**Action item**
Your task is to transcribe all of the records exactly and leave out the pictures.

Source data
§

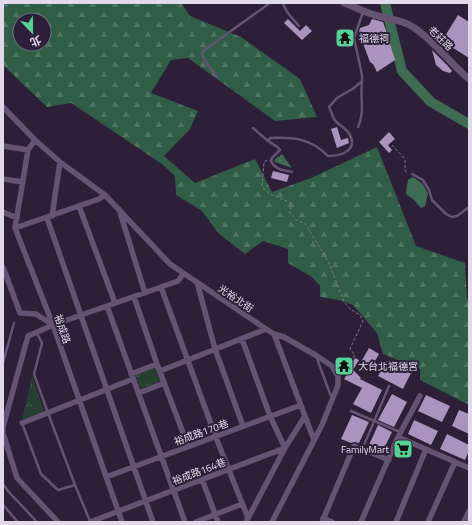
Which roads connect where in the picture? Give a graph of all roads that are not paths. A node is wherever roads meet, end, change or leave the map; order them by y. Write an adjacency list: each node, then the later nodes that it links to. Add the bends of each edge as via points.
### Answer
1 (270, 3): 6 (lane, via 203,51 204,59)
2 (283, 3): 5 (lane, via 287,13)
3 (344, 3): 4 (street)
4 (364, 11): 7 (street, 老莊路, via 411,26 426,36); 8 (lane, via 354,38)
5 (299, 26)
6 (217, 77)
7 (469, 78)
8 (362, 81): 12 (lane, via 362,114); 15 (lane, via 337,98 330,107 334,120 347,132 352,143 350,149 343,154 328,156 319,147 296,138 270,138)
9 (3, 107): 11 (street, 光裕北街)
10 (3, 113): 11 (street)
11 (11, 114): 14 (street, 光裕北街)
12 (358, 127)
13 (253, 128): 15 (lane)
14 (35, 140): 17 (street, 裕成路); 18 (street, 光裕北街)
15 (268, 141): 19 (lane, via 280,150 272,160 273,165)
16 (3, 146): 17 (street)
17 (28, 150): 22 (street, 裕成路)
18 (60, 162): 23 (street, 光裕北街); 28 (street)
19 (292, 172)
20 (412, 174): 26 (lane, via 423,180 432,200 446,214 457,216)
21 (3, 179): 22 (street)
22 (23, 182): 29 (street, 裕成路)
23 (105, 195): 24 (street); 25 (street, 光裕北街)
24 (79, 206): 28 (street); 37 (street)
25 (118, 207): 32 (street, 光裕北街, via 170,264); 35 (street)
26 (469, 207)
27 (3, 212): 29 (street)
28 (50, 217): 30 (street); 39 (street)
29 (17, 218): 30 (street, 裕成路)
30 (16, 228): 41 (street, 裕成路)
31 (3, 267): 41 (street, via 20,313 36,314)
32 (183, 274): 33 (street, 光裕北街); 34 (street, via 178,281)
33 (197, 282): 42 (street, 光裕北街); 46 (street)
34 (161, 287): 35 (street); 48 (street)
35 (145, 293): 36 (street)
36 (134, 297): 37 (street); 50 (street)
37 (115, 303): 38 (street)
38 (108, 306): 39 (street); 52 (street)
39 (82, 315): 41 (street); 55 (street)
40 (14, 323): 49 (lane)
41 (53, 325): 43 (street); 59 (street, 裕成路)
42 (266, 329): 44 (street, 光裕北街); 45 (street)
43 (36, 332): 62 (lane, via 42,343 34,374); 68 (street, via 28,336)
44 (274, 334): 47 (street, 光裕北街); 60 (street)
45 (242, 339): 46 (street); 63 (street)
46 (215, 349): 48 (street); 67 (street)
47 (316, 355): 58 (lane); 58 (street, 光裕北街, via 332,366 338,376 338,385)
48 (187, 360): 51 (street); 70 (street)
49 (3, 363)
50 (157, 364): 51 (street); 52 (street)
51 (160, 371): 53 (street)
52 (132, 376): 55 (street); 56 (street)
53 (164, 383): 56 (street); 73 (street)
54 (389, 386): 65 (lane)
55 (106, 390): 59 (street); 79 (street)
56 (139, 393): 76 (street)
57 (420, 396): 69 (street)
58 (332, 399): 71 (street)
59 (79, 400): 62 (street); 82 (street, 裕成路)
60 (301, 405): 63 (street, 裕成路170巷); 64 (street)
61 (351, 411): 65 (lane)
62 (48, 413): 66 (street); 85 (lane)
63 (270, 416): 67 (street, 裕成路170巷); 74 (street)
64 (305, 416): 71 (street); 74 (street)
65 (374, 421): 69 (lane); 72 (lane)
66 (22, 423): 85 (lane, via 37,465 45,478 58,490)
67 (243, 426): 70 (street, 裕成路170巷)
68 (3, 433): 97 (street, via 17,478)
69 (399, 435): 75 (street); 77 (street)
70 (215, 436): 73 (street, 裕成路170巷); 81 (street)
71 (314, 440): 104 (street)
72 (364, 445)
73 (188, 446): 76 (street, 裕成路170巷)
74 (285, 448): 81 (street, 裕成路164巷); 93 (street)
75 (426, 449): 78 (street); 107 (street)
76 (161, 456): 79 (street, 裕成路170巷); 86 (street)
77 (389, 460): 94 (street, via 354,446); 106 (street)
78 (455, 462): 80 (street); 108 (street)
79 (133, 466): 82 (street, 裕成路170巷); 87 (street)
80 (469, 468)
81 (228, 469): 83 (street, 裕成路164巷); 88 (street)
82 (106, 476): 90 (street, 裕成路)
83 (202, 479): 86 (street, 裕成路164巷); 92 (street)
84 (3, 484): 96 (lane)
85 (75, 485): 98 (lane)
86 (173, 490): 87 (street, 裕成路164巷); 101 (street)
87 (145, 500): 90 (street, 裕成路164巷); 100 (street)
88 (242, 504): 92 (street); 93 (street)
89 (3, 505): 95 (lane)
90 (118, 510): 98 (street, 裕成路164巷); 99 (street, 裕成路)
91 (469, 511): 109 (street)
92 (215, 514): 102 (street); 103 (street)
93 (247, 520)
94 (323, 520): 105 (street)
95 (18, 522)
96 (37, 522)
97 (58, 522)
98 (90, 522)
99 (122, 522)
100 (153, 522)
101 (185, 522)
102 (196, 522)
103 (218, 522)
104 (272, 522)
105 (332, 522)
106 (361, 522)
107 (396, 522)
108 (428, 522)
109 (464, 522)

§

**Written solution**
Which roads connect where in the picture? Give a graph of all roads that are not paths. A node is wherever roads meet, end, change or leave the map; order them by y. Write an adjacency list: each node, then the later nodes that it links to. Add the bends of each edge as via points.
### Answer
1 (270, 3): 6 (lane, via 203,51 204,59)
2 (283, 3): 5 (lane, via 287,13)
3 (344, 3): 4 (street)
4 (364, 11): 7 (street, 老莊路, via 411,26 426,36); 8 (lane, via 354,38)
5 (299, 26)
6 (217, 77)
7 (469, 78)
8 (362, 81): 12 (lane, via 362,114); 15 (lane, via 337,98 330,107 334,120 347,132 352,143 350,149 343,154 328,156 319,147 296,138 270,138)
9 (3, 107): 11 (street, 光裕北街)
10 (3, 113): 11 (street)
11 (11, 114): 14 (street, 光裕北街)
12 (358, 127)
13 (253, 128): 15 (lane)
14 (35, 140): 17 (street, 裕成路); 18 (street, 光裕北街)
15 (268, 141): 19 (lane, via 280,150 272,160 273,165)
16 (3, 146): 17 (street)
17 (28, 150): 22 (street, 裕成路)
18 (60, 162): 23 (street, 光裕北街); 28 (street)
19 (292, 172)
20 (412, 174): 26 (lane, via 423,180 432,200 446,214 457,216)
21 (3, 179): 22 (street)
22 (23, 182): 29 (street, 裕成路)
23 (105, 195): 24 (street); 25 (street, 光裕北街)
24 (79, 206): 28 (street); 37 (street)
25 (118, 207): 32 (street, 光裕北街, via 170,264); 35 (street)
26 (469, 207)
27 (3, 212): 29 (street)
28 (50, 217): 30 (street); 39 (street)
29 (17, 218): 30 (street, 裕成路)
30 (16, 228): 41 (street, 裕成路)
31 (3, 267): 41 (street, via 20,313 36,314)
32 (183, 274): 33 (street, 光裕北街); 34 (street, via 178,281)
33 (197, 282): 42 (street, 光裕北街); 46 (street)
34 (161, 287): 35 (street); 48 (street)
35 (145, 293): 36 (street)
36 (134, 297): 37 (street); 50 (street)
37 (115, 303): 38 (street)
38 (108, 306): 39 (street); 52 (street)
39 (82, 315): 41 (street); 55 (street)
40 (14, 323): 49 (lane)
41 (53, 325): 43 (street); 59 (street, 裕成路)
42 (266, 329): 44 (street, 光裕北街); 45 (street)
43 (36, 332): 62 (lane, via 42,343 34,374); 68 (street, via 28,336)
44 (274, 334): 47 (street, 光裕北街); 60 (street)
45 (242, 339): 46 (street); 63 (street)
46 (215, 349): 48 (street); 67 (street)
47 (316, 355): 58 (lane); 58 (street, 光裕北街, via 332,366 338,376 338,385)
48 (187, 360): 51 (street); 70 (street)
49 (3, 363)
50 (157, 364): 51 (street); 52 (street)
51 (160, 371): 53 (street)
52 (132, 376): 55 (street); 56 (street)
53 (164, 383): 56 (street); 73 (street)
54 (389, 386): 65 (lane)
55 (106, 390): 59 (street); 79 (street)
56 (139, 393): 76 (street)
57 (420, 396): 69 (street)
58 (332, 399): 71 (street)
59 (79, 400): 62 (street); 82 (street, 裕成路)
60 (301, 405): 63 (street, 裕成路170巷); 64 (street)
61 (351, 411): 65 (lane)
62 (48, 413): 66 (street); 85 (lane)
63 (270, 416): 67 (street, 裕成路170巷); 74 (street)
64 (305, 416): 71 (street); 74 (street)
65 (374, 421): 69 (lane); 72 (lane)
66 (22, 423): 85 (lane, via 37,465 45,478 58,490)
67 (243, 426): 70 (street, 裕成路170巷)
68 (3, 433): 97 (street, via 17,478)
69 (399, 435): 75 (street); 77 (street)
70 (215, 436): 73 (street, 裕成路170巷); 81 (street)
71 (314, 440): 104 (street)
72 (364, 445)
73 (188, 446): 76 (street, 裕成路170巷)
74 (285, 448): 81 (street, 裕成路164巷); 93 (street)
75 (426, 449): 78 (street); 107 (street)
76 (161, 456): 79 (street, 裕成路170巷); 86 (street)
77 (389, 460): 94 (street, via 354,446); 106 (street)
78 (455, 462): 80 (street); 108 (street)
79 (133, 466): 82 (street, 裕成路170巷); 87 (street)
80 (469, 468)
81 (228, 469): 83 (street, 裕成路164巷); 88 (street)
82 (106, 476): 90 (street, 裕成路)
83 (202, 479): 86 (street, 裕成路164巷); 92 (street)
84 (3, 484): 96 (lane)
85 (75, 485): 98 (lane)
86 (173, 490): 87 (street, 裕成路164巷); 101 (street)
87 (145, 500): 90 (street, 裕成路164巷); 100 (street)
88 (242, 504): 92 (street); 93 (street)
89 (3, 505): 95 (lane)
90 (118, 510): 98 (street, 裕成路164巷); 99 (street, 裕成路)
91 (469, 511): 109 (street)
92 (215, 514): 102 (street); 103 (street)
93 (247, 520)
94 (323, 520): 105 (street)
95 (18, 522)
96 (37, 522)
97 (58, 522)
98 (90, 522)
99 (122, 522)
100 (153, 522)
101 (185, 522)
102 (196, 522)
103 (218, 522)
104 (272, 522)
105 (332, 522)
106 (361, 522)
107 (396, 522)
108 (428, 522)
109 (464, 522)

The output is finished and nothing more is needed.